1

I’ve been using alpakka kafka to streaming data from kafka topics. I’m using:

Consumer
      .committableSource(consumerSettings, Subscriptions.topics(topic))

Recently I’ve tried to spam more consumers like 3 on a topic which has 15 partitions. When I plug more consumers with the same group id, it kindly split 5 partitions per consumer, but it seems to do not consume all partitions at the same time, it seems to read one by one, or read a specific partition much faster than others.
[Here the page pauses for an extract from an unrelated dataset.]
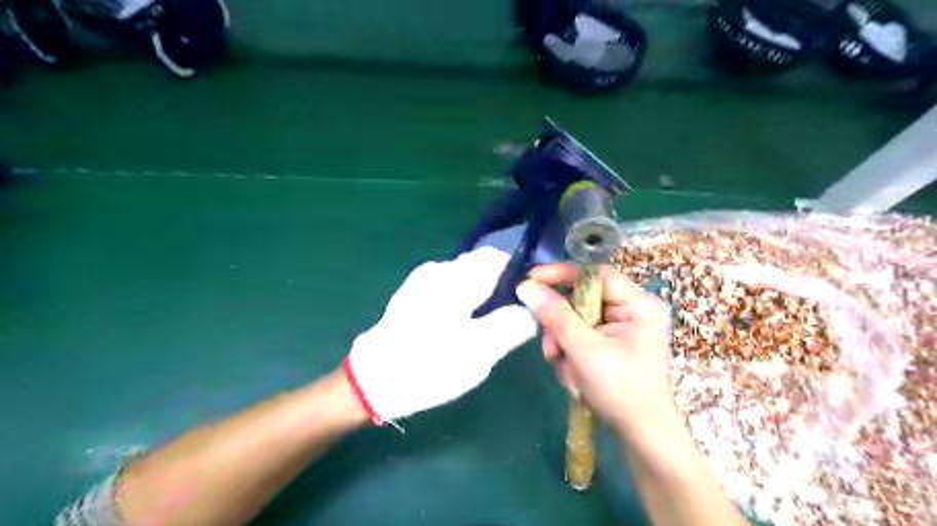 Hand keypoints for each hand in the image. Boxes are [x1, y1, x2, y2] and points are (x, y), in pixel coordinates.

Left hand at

|Partition|LogSize  |Consumer Offset|Lag      |
|0        |8,429,145|      6,087,144|2,342,001|
|1        |8,424,948|      6,223,257|2,201,691|
|2        |8,428,121|      7,764,854|  663,267|
|3        |8,421,528|      6,071,425|2,350,103|
|4        |8,434,659|      7,351,552|1,083,107|
|5        |8,428,323|      5,935,336|2,492,987|
|6        |8,424,974|      6,455,301|1,969,673|
|7        |8,431,820|      7,763,984|  667,836|
|8        |8,425,999|      6,370,962|2,055,037|
|9        |8,416,354|      6,681,093|1,735,261|
|10       |8,416,217|      6,814,949|1,601,268|
|11       |8,428,026|      5,878,703|2,549,323|
|12       |8,424,604|      8,424,589|       15|
|13       |8,431,019|      8,431,019|        0|
|14       |8,423,218|      8,423,218|        0|

Here is a real example of a production application I’m running. So I have some questions:

Is it ok to read some partitions much faster than others?

Please, note that this behavior only happens when I start more than one consumer.

Should I change the way I’m consuming? Should I use source per partition, or is there a different option?

Update

I was suspecting that it could happen when plugging more than one consumer(read more than one application), but it happened today using only one consumer, you can see by taking a look at the consumer group, which is the same.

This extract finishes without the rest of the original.